Last week, we shared that Millennials spend 48% more time watching online video than the average Internet user. SocialTimes.com recently published an article about engaging youth consumers through engaging video content. One of the key takeaways is that youth don’t care if it’s branded content; as long as it’s relevant and entertaining they are willing to embrace and share the content.
How to Engage Millennials with Branded Video Content
Christie Barakat | SocialTimes.com
Millennials don’t seem to mind if content is branded, as long as it’s good and resonates with their worldview. BuzzFeed, College Humor, Flavorpill Media and The Onion use humor, nostalgia and uplifting content to create branded messages in line with their own editorial guidelines. Lifestyle brands, however, can often get away with blurring the lines between editorial and branded content.
College Humor’s Susanna Wolff said at an AdWeek panel that Vitaminwater approached them and asked if they could work with the brand’s “Make Boring Brilliant” slogan. The subway prank video is one of four “stunt-y, relatable videos” that put a spin on familiar situations. “It’s a happy, uplifting video, and people are very into that right now,” she said.
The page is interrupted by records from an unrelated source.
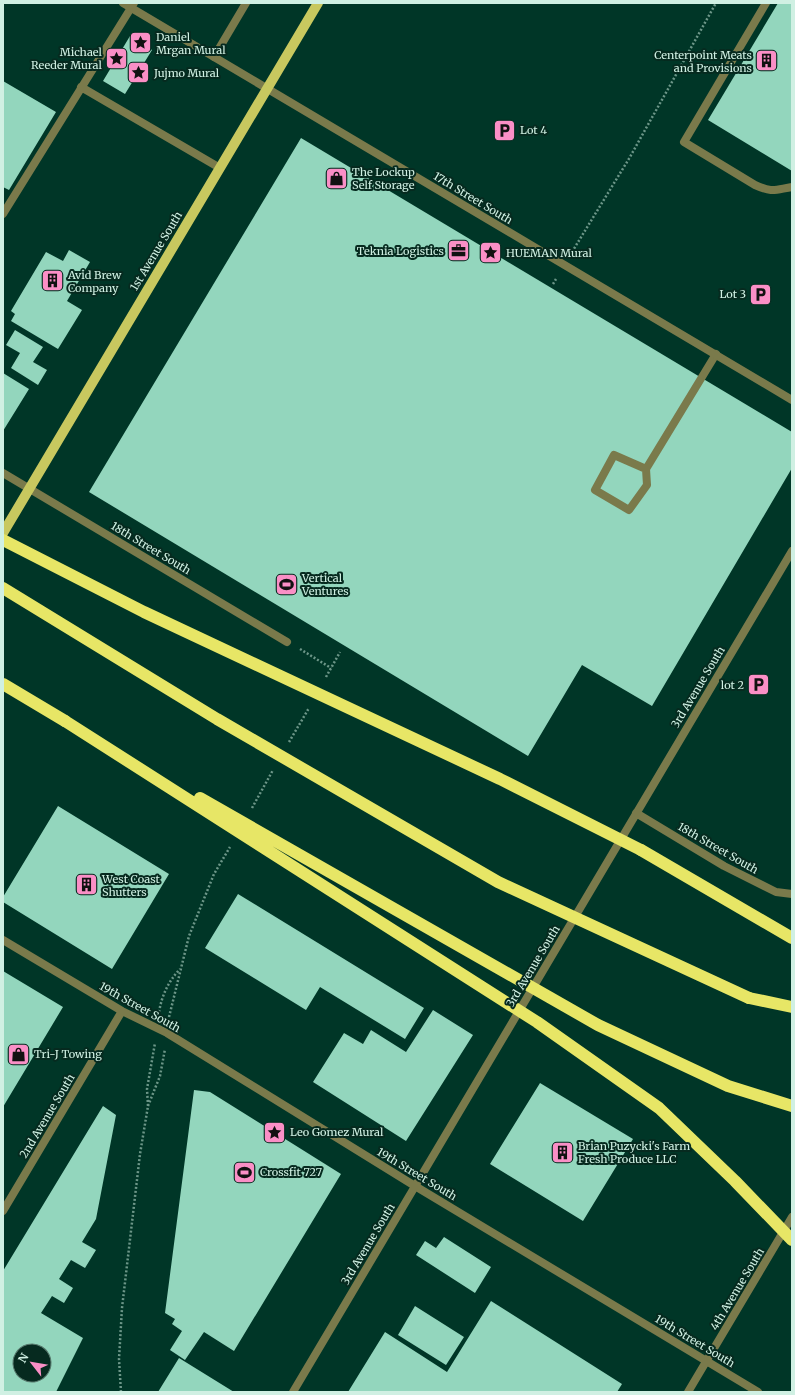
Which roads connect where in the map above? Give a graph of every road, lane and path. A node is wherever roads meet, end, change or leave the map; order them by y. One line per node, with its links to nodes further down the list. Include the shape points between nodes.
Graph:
1 (123, 3): 6 (street, 17th Street South)
2 (246, 3): 7 (street)
3 (317, 3): 9 (main road, 1st Avenue South)
4 (716, 3): 13 (path, via 630,157)
5 (766, 3): 11 (street, via 684,142 760,187 771,191)
6 (132, 5): 7 (street, 17th Street South); 8 (street)
7 (214, 57): 9 (street, 17th Street South)
8 (81, 87): 10 (street); 12 (street)
9 (267, 88): 10 (main road, 1st Avenue South); 13 (street, 17th Street South)
10 (220, 168): 19 (main road, 1st Avenue South)
11 (792, 187)
12 (3, 214)
13 (564, 264): 14 (path); 15 (street, 17th Street South)
14 (553, 284)
15 (716, 354): 16 (street, 17th Street South); 17 (street)
16 (792, 400)
17 (646, 469): 17 (street, via 614,455 594,490 630,510 647,485)
18 (3, 473): 19 (street, 18th Street South)
19 (29, 489): 20 (main road, 1st Avenue South); 24 (street, 18th Street South)
20 (3, 533)
21 (3, 540): 30 (highway, bridge, via 144,612 500,779 641,850)
22 (792, 551): 28 (street, 3rd Avenue South)
23 (3, 588): 32 (highway, bridge, via 217,719 498,882 750,998)
24 (287, 642): 25 (path)
25 (331, 668)
26 (3, 684): 27 (highway)
27 (65, 721): 39 (highway, bridge, via 598,1025 728,1086); 43 (highway, bridge, via 537,1022 659,1108)
28 (636, 813): 29 (street, 18th Street South, via 724,866 776,892); 40 (street, 3rd Avenue South)
29 (792, 894)
30 (792, 938)
31 (3, 940): 34 (street, 19th Street South)
32 (792, 1007)
33 (160, 1010): 35 (path, via 164,992 181,967)
34 (122, 1011): 40 (street, 19th Street South, via 167,1033); 41 (street, 2nd Avenue South)
35 (170, 1012)
36 (153, 1053): 38 (path, via 147,1089)
37 (164, 1055): 38 (path, via 160,1076)
38 (148, 1106): 45 (path, via 122,1308 119,1359)
39 (792, 1106)
40 (415, 1186): 44 (street, 19th Street South); 46 (street, 3rd Avenue South)
41 (3, 1211)
42 (792, 1217): 44 (street, 4th Avenue South)
43 (792, 1240)
44 (707, 1361): 47 (street, 4th Avenue South); 48 (street, 19th Street South)
45 (121, 1392)
46 (293, 1392)
47 (688, 1392)
48 (758, 1392)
“Lists are just a simple way to do it,” added Wolff. “We do a lot of opinion-driven things.” Wolff created 8 Fictional Girls You Were Supposed to Like but Who Actually Suck as a “fun way for [Wolff] to rant about how Andie MacDowell is unpleasant.” The response was overwhelming and highly shared by people who either agreed that Andie MacDowell was detestable and were just waiting for someone to say so, or who “love her and want to argue about how she was so good in Groundhog Day. Wrong!”
Wolff said the site’s content philosophy is a mix between what’s funny and what pisses people off, a lot. “There are a lot of millennials who completely lack all irony or ability to get a joke at all. And they can get so angry, and we laugh and laugh about it.”
Also speaking at the panel, Elizabeth Spiers, former Mediabistro editor-in-chief and current editorial director of Flavorpill, said people respond to any content that reaches a nostalgia-based emotional touch point. Spiers pointed to an example of nostalgic content with a Flavorwire photo feature called “Photographic Proof That Your Awkward Phase Won’t Last Forever.”
“Our audience has a lot of nostalgia for certain time periods — primarily, for when they were between the ages of 12 and 18, which is when I think is when a lot of your big cultural milestones happen,” Spiers said. BuzzFeed has its own nostalgia vertical called Rewind.